(Exercise description) Your answer must be a single number: how many lines in the records include the word "around".
──────── Supplied information ────────
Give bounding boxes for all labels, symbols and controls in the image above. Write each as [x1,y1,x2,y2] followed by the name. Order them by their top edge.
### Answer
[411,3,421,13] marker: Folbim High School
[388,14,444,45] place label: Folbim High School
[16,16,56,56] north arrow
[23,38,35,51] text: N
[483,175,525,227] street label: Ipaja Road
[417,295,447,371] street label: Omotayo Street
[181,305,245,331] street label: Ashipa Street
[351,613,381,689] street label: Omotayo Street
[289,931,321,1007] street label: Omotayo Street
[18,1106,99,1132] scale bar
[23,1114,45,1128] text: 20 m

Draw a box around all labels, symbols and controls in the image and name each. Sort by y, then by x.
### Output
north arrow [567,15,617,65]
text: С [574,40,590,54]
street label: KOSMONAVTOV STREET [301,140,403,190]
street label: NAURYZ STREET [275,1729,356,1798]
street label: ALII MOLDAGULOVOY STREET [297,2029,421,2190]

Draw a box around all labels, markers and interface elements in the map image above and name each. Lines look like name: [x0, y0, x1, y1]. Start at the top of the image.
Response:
────────
(Answer to this problem) 2